Function-Space Learning Rates¶

Conference: ICML2025
arXiv: 2502.17405
Code: GitHub
Area: Function-Space Learning Rate / Hyperparameter Transfer
Keywords: function-space learning rate, hyperparameter transfer, FLeRM, model scaling, LoRA

TL;DR¶

An efficient Monte Carlo estimation method for layer-wise function-space learning rates is proposed. Based on this, FLeRM (Function-space Learning Rate Matching) is designed to record function-space learning rates on a small model and automatically adjust the parameter-space learning rates of a large model, enabling hyperparameter transfer across width, depth, initialization scale, and LoRA rank.

Background & Motivation¶

Background¶

Background: The fundamental goal of neural network training is to learn a function mapping inputs to outputs. However, traditional learning rates measure changes in the parameter space rather than the function space. This raises a core question: Can learning in function space be meaningfully quantified and controlled?

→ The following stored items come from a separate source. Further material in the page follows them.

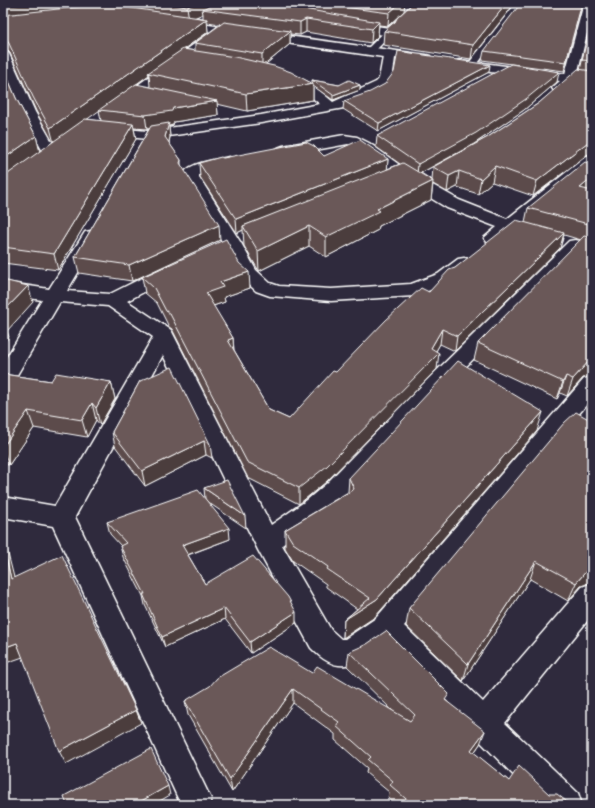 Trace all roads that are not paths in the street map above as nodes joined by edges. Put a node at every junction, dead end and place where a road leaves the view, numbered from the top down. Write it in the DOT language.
graph roads {
  1 [pos="418,3"];
  2 [pos="520,3"];
  3 [pos="587,5"];
  4 [pos="200,19"];
  5 [pos="164,21"];
  6 [pos="186,24"];
  7 [pos="342,25"];
  8 [pos="220,30"];
  9 [pos="389,32"];
  10 [pos="371,50"];
  11 [pos="3,54"];
  12 [pos="390,54"];
  13 [pos="182,59"];
  14 [pos="435,60"];
  15 [pos="197,62"];
  16 [pos="450,62"];
  17 [pos="472,65"];
  18 [pos="506,70"];
  19 [pos="272,75"];
  20 [pos="570,79"];
  21 [pos="486,80"];
  22 [pos="592,81"];
  23 [pos="136,92"];
  24 [pos="152,96"];
  25 [pos="547,99"];
  26 [pos="330,107"];
  27 [pos="111,110"];
  28 [pos="222,110"];
  29 [pos="261,119"];
  30 [pos="94,129"];
  31 [pos="378,138"];
  32 [pos="63,146"];
  33 [pos="363,147"];
  34 [pos="272,153"];
  35 [pos="51,154"];
  36 [pos="592,159"];
  37 [pos="242,160"];
  38 [pos="39,163"];
  39 [pos="431,175"];
  40 [pos="418,183"];
  41 [pos="101,218"];
  42 [pos="508,226"];
  43 [pos="538,234"];
  44 [pos="576,245"];
  45 [pos="184,265"];
  46 [pos="3,288"];
  47 [pos="56,296"];
  48 [pos="112,300"];
  49 [pos="164,334"];
  50 [pos="3,380"];
  51 [pos="592,384"];
  52 [pos="3,508"];
  53 [pos="62,517"];
  54 [pos="268,542"];
  55 [pos="592,595"];
  56 [pos="386,627"];
  57 [pos="485,724"];
  58 [pos="195,799"];
  59 [pos="566,805"];
  1 -- 9 [label="lane"];
  2 -- 17 [label="lane"];
  3 -- 20 [label="street"];
  4 -- 6 [label="lane"];
  5 -- 6 [label="street"];
  6 -- 8 [label="street"];
  7 -- 9 [label="street"];
  8 -- 10 [label="street"];
  8 -- 13 [label="street"];
  9 -- 10 [label="lane"];
  10 -- 12 [label="street"];
  11 -- 35 [label="street"];
  12 -- 14 [label="street"];
  12 -- 26 [label="street"];
  13 -- 15 [label="street"];
  13 -- 23 [label="street"];
  16 -- 17 [label="street"];
  17 -- 18 [label="street"];
  18 -- 20 [label="street"];
  18 -- 21 [label="street"];
  19 -- 26 [label="street"];
  20 -- 22 [label="street"];
  20 -- 25 [label="street"];
  23 -- 24 [label="street"];
  23 -- 27 [label="street"];
  26 -- 29 [label="street"];
  28 -- 29 [label="street"];
  29 -- 30 [label="street"];
  31 -- 33 [label="street"];
  32 -- 35 [label="street"];
  33 -- 34 [label="street"];
  33 -- 40 [label="street"];
  35 -- 38 [label="street"];
  36 -- 42 [label="street"];
  37 -- 42 [label="street"];
  39 -- 40 [label="street"];
  40 -- 42 [label="street"];
  41 -- 47 [label="street"];
  42 -- 43 [label="street"];
  44 -- 54 [label="street"];
  45 -- 48 [label="street"];
  46 -- 47 [label="street"];
  47 -- 48 [label="street"];
  47 -- 50 [label="street"];
  48 -- 49 [label="street"];
  49 -- 53 [label="street"];
  49 -- 54 [label="street"];
  51 -- 56 [label="street"];
  52 -- 53 [label="street"];
  53 -- 58 [label="street"];
  54 -- 56 [label="street"];
  55 -- 57 [label="street"];
  56 -- 57 [label="street"];
  57 -- 59 [label="street"];
}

Pre-training large models costs millions of dollars, making hyperparameter search at full scale impractical. Existing hyperparameter transfer methods (such as µP, Modula) typically require:

Limitations of Prior Work¶

Limitations of Prior Work: Strict architectural assumptions (e.g., sufficiently wide networks, near-random initialization)

Key Challenge¶

Key Challenge: Complex mathematical tools (Tensor Programs, dynamical mean-field theory)

Key Insight¶

Key Insight: Rewriting network architecture using specific libraries

These limitations restrict the flexibility of existing methods in practical applications. This paper proposes an empirical approach that avoids these constraints by directly measuring the function-space learning rate.

Method¶

Core Concept: Layer-Wise Function-Space Learning Rate¶

The first-order Taylor approximation of the change in network output \(f_{nk}\) caused by the update \(\Delta \mathbf{W}^\ell\) of the \(\ell\)-th layer parameter \(\mathbf{W}^\ell\) is:

\[\Delta_\ell f_{nk} = \sum_{ij} \Delta W_{ij}^\ell \frac{df_{nk}}{dW_{ij}^\ell}\]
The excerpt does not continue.